[Task directions]
Every line with the string "other" in it belongs in your answer, so copy them all from the data.

======== Records to process

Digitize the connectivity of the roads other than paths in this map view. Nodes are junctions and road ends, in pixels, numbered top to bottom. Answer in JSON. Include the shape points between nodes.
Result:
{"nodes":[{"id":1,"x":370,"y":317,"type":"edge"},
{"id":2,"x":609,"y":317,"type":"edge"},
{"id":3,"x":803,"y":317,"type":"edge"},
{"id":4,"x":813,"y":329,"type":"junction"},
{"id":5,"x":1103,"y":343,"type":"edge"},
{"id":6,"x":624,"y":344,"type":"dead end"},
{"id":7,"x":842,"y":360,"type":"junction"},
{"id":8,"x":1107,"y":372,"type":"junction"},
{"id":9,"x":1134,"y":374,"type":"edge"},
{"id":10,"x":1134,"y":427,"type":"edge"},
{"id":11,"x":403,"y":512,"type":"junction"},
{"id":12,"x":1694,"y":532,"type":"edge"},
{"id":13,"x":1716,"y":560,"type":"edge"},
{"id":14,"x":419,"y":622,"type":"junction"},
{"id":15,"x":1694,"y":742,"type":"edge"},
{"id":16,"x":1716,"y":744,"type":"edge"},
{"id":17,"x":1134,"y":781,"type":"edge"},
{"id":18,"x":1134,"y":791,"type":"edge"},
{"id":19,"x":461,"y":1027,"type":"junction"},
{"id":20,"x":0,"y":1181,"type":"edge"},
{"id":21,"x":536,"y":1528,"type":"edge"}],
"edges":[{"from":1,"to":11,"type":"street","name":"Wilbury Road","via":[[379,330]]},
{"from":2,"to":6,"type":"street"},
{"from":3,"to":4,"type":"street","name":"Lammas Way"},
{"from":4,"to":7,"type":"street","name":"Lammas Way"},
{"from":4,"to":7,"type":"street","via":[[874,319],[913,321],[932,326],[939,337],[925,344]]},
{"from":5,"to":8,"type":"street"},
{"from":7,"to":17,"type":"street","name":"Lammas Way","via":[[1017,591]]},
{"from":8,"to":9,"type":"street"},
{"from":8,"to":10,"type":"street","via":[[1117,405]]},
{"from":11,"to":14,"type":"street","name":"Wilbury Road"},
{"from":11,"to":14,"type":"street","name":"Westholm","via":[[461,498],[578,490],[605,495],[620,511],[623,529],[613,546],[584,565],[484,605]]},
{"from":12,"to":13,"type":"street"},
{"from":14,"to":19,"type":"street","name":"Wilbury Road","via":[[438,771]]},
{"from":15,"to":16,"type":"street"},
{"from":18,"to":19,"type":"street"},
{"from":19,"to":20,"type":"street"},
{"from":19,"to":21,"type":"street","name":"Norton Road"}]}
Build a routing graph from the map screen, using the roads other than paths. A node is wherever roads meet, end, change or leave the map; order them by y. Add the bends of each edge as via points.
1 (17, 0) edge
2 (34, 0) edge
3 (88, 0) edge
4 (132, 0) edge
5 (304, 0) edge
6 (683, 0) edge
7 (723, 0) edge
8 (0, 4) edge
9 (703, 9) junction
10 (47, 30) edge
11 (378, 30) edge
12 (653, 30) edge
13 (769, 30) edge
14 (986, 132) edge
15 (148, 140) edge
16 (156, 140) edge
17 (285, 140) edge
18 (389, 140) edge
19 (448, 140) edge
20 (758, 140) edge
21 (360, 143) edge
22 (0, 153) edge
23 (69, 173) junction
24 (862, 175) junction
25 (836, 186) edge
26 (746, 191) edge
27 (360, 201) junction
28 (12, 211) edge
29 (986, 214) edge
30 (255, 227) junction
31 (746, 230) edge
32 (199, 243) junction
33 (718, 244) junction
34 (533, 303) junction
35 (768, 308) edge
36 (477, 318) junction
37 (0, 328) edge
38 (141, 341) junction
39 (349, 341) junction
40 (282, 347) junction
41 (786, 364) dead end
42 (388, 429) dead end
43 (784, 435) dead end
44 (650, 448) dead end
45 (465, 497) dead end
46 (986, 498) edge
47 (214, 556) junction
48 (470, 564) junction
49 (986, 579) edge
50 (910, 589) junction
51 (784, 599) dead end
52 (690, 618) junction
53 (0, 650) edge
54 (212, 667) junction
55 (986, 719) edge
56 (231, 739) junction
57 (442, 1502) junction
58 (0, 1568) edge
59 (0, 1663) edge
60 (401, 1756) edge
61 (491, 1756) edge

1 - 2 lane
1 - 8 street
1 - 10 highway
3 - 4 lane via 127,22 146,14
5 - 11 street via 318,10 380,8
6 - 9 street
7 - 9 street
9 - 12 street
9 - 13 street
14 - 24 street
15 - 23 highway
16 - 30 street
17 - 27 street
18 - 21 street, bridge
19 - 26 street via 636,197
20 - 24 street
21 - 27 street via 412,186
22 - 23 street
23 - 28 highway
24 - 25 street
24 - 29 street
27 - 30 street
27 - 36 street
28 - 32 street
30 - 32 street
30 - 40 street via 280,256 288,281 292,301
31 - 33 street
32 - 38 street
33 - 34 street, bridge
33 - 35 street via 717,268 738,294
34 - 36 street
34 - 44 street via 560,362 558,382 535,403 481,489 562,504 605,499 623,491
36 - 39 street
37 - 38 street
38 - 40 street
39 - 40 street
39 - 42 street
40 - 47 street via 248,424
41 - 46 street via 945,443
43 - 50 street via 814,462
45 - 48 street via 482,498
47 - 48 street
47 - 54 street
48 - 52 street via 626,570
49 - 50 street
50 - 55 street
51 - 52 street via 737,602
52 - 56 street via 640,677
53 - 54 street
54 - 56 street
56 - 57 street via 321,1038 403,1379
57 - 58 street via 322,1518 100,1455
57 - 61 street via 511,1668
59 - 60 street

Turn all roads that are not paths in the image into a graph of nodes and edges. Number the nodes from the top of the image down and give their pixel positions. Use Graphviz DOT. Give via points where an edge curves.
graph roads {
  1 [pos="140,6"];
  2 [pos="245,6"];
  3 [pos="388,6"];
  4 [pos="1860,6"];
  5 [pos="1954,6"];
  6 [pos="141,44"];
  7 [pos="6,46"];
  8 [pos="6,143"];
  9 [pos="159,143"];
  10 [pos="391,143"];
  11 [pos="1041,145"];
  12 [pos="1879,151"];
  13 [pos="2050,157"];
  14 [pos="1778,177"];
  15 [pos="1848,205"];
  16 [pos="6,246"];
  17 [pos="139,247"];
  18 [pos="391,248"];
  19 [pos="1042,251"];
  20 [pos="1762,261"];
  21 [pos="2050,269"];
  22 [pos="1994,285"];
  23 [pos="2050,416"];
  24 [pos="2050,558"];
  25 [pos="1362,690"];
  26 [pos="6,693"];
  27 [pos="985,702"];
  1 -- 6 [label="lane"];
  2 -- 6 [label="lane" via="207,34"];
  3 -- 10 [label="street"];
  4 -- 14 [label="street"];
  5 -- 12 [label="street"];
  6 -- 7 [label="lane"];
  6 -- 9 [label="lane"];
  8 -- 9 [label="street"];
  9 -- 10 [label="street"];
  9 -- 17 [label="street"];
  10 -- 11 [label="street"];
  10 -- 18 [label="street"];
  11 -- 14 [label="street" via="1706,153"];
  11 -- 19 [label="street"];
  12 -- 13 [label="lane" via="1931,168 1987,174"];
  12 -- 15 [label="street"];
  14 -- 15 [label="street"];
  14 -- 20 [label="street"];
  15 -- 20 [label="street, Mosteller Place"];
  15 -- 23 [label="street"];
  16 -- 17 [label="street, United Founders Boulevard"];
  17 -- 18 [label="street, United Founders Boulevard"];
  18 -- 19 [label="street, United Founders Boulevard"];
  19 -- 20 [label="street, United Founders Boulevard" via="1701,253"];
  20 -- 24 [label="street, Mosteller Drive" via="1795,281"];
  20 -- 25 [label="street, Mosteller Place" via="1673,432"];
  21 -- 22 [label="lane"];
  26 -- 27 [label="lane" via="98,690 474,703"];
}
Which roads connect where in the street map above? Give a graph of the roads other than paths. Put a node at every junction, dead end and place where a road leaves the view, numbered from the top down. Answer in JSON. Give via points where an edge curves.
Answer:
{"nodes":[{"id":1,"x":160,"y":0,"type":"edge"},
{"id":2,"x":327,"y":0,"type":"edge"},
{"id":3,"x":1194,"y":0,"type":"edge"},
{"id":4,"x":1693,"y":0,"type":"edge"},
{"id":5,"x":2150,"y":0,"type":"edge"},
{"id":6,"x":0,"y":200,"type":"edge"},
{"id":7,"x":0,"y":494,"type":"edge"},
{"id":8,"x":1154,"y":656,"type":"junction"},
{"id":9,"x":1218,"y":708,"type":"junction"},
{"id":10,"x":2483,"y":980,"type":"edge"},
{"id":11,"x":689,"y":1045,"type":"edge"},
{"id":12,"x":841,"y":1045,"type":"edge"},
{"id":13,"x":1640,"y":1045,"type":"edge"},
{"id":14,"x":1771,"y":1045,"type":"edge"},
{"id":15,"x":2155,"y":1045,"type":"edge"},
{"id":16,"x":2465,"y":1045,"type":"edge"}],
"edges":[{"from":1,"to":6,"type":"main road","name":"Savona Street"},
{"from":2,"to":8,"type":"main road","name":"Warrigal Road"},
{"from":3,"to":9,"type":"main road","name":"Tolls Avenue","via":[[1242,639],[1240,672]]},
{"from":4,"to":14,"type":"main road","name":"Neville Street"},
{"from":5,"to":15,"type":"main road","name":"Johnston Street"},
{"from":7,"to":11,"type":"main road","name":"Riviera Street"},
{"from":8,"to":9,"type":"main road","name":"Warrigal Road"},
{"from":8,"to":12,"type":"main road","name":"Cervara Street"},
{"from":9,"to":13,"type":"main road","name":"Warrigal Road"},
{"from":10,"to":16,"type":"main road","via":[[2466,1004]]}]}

================

[Output]
Digitize the connectivity of the roads other than paths in this map view. Nodes are junctions and road ends, in pixels, numbered top to bottom. Answer in JSON. Include the shape points between nodes.
Build a routing graph from the map screen, using the roads other than paths. A node is wherever roads meet, end, change or leave the map; order them by y. Add the bends of each edge as via points.
Which roads connect where in the street map above? Give a graph of the roads other than paths. Put a node at every junction, dead end and place where a road leaves the view, numbered from the top down. Answer in JSON. Give via points where an edge curves.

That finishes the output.